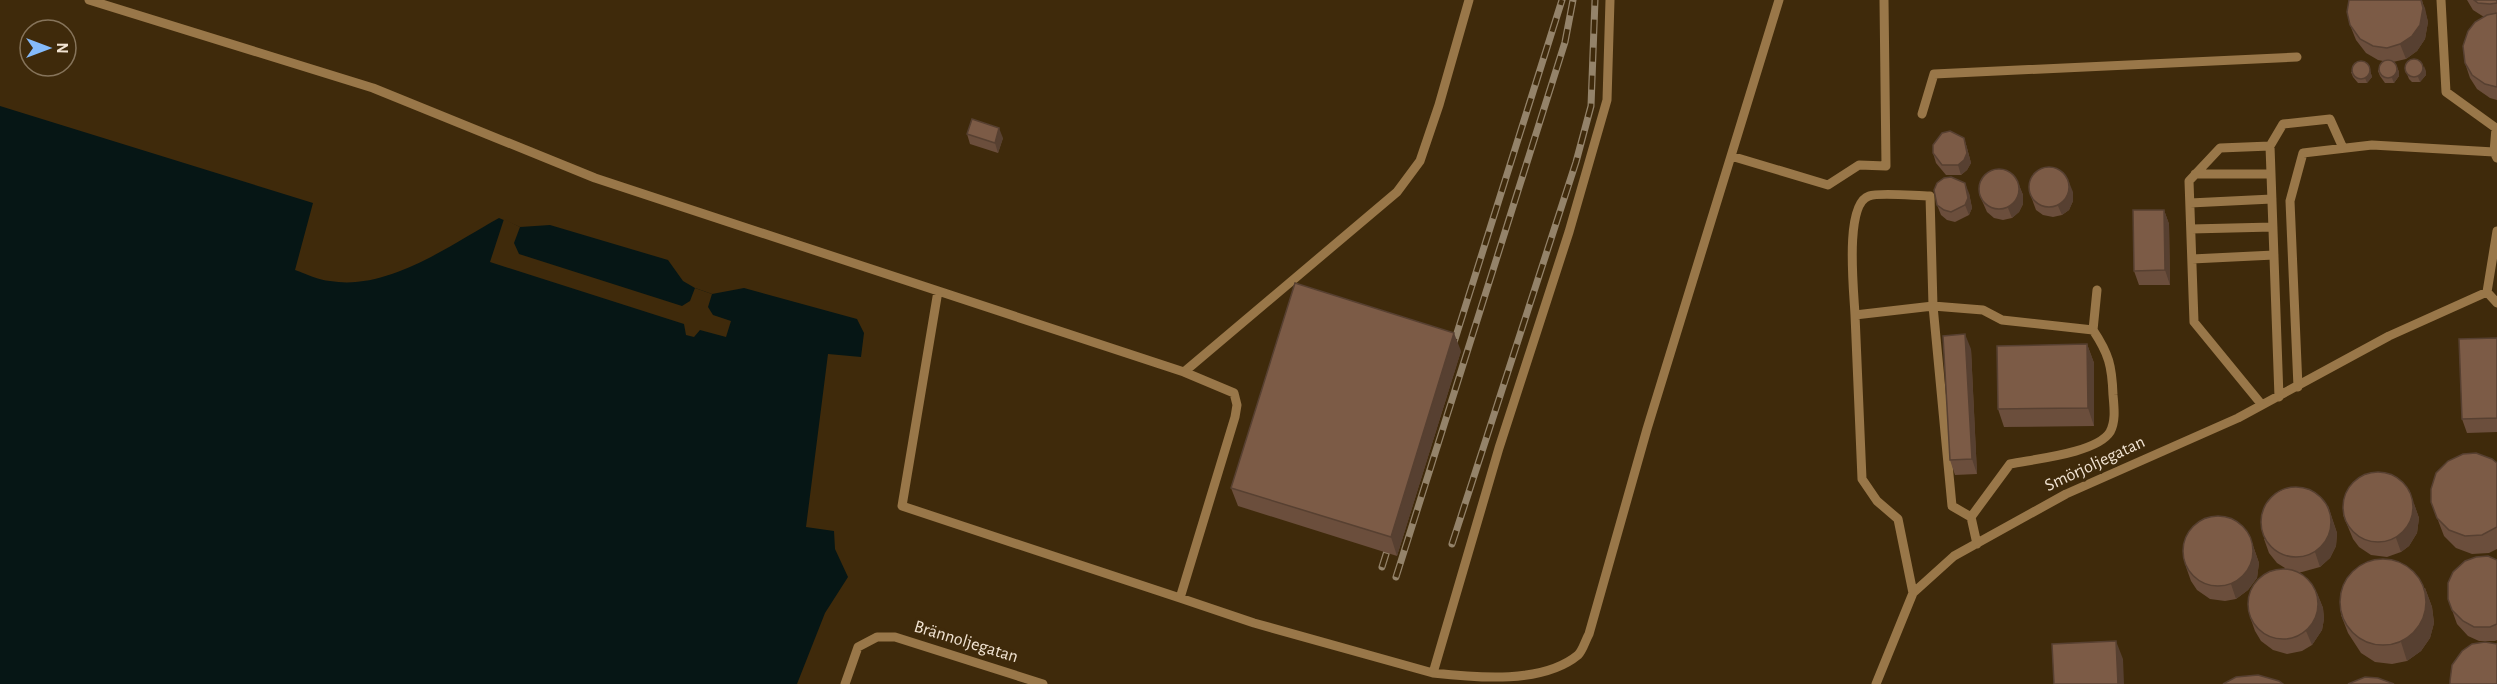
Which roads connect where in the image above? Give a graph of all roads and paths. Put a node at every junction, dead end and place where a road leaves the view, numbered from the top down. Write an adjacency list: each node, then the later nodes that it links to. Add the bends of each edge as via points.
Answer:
1 (89, 0): 23 (lane, via 373,88 596,178)
2 (1469, 0): 29 (lane, via 1420,161 1397,192)
3 (1610, 0): 37 (lane, via 1607,100)
4 (1779, 0): 12 (lane)
5 (1884, 0): 12 (lane, via 1886,166 1859,165 1828,185)
6 (2441, 0): 11 (lane, via 2446,93 2496,128)
7 (2297, 57): 8 (lane, via 1934,74)
8 (1922, 114)
9 (2270, 146): 10 (lane, via 2283,124 2330,119); 13 (lane, via 2220,148); 14 (lane)
10 (2343, 148): 11 (lane, via 2372,145); 30 (lane, via 2303,153 2290,201)
11 (2496, 155)
12 (1731, 156): 37 (lane, via 1589,634 1579,654 1564,667 1532,679)
13 (2195, 174): 14 (lane); 16 (lane, via 2189,181)
14 (2271, 174): 15 (lane)
15 (2272, 200): 16 (lane); 17 (lane)
16 (2190, 203): 18 (lane)
17 (2272, 227): 18 (lane); 20 (lane)
18 (2191, 230): 21 (lane)
19 (2497, 231): 24 (lane)
20 (2274, 255): 21 (lane); 31 (lane)
21 (2192, 259): 32 (lane, via 2194,322)
22 (2097, 290): 28 (lane)
23 (938, 291): 29 (lane); 36 (lane, via 902,506)
24 (2487, 292): 25 (lane); 30 (lane, Smörjoljegatan, via 2389,336)
25 (2497, 303)
26 (1933, 306): 27 (lane); 27 (lane, via 1930,196 1869,196 1859,204 1853,220); 28 (lane, via 1983,310 2002,320); 33 (lane, via 1952,506)
27 (1855, 315): 35 (lane, via 1862,479 1877,501 1898,519)
28 (2093, 330): 33 (lane, via 2107,350 2112,378 2114,417 2110,433 2091,447 2010,464)
29 (1184, 372): 36 (lane, via 1234,393 1237,405)
30 (2298, 387): 31 (lane, Smörjoljegatan)
31 (2279, 397): 32 (lane, Smörjoljegatan)
32 (2262, 405): 34 (lane, Smörjoljegatan, via 2066,494)
33 (1971, 517): 34 (lane)
34 (1977, 544): 35 (lane, Smörjoljegatan, via 1954,556)
35 (1913, 593): 40 (lane, Smörjoljegatan)
36 (1180, 598): 37 (lane)
37 (1433, 673)
38 (845, 684): 39 (lane, Brännoljegatan, via 858,647 877,637 894,637)
39 (1043, 684)
40 (1876, 684)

> What is expected:
Return the entries above exactly as they appear. Pictures should not be copied.

> Expected answer:
Which roads connect where in the image above? Give a graph of all roads and paths. Put a node at every junction, dead end and place where a road leaves the view, numbered from the top down. Write an adjacency list: each node, then the later nodes that it links to. Add the bends of each edge as via points.
Answer:
1 (89, 0): 23 (lane, via 373,88 596,178)
2 (1469, 0): 29 (lane, via 1420,161 1397,192)
3 (1610, 0): 37 (lane, via 1607,100)
4 (1779, 0): 12 (lane)
5 (1884, 0): 12 (lane, via 1886,166 1859,165 1828,185)
6 (2441, 0): 11 (lane, via 2446,93 2496,128)
7 (2297, 57): 8 (lane, via 1934,74)
8 (1922, 114)
9 (2270, 146): 10 (lane, via 2283,124 2330,119); 13 (lane, via 2220,148); 14 (lane)
10 (2343, 148): 11 (lane, via 2372,145); 30 (lane, via 2303,153 2290,201)
11 (2496, 155)
12 (1731, 156): 37 (lane, via 1589,634 1579,654 1564,667 1532,679)
13 (2195, 174): 14 (lane); 16 (lane, via 2189,181)
14 (2271, 174): 15 (lane)
15 (2272, 200): 16 (lane); 17 (lane)
16 (2190, 203): 18 (lane)
17 (2272, 227): 18 (lane); 20 (lane)
18 (2191, 230): 21 (lane)
19 (2497, 231): 24 (lane)
20 (2274, 255): 21 (lane); 31 (lane)
21 (2192, 259): 32 (lane, via 2194,322)
22 (2097, 290): 28 (lane)
23 (938, 291): 29 (lane); 36 (lane, via 902,506)
24 (2487, 292): 25 (lane); 30 (lane, Smörjoljegatan, via 2389,336)
25 (2497, 303)
26 (1933, 306): 27 (lane); 27 (lane, via 1930,196 1869,196 1859,204 1853,220); 28 (lane, via 1983,310 2002,320); 33 (lane, via 1952,506)
27 (1855, 315): 35 (lane, via 1862,479 1877,501 1898,519)
28 (2093, 330): 33 (lane, via 2107,350 2112,378 2114,417 2110,433 2091,447 2010,464)
29 (1184, 372): 36 (lane, via 1234,393 1237,405)
30 (2298, 387): 31 (lane, Smörjoljegatan)
31 (2279, 397): 32 (lane, Smörjoljegatan)
32 (2262, 405): 34 (lane, Smörjoljegatan, via 2066,494)
33 (1971, 517): 34 (lane)
34 (1977, 544): 35 (lane, Smörjoljegatan, via 1954,556)
35 (1913, 593): 40 (lane, Smörjoljegatan)
36 (1180, 598): 37 (lane)
37 (1433, 673)
38 (845, 684): 39 (lane, Brännoljegatan, via 858,647 877,637 894,637)
39 (1043, 684)
40 (1876, 684)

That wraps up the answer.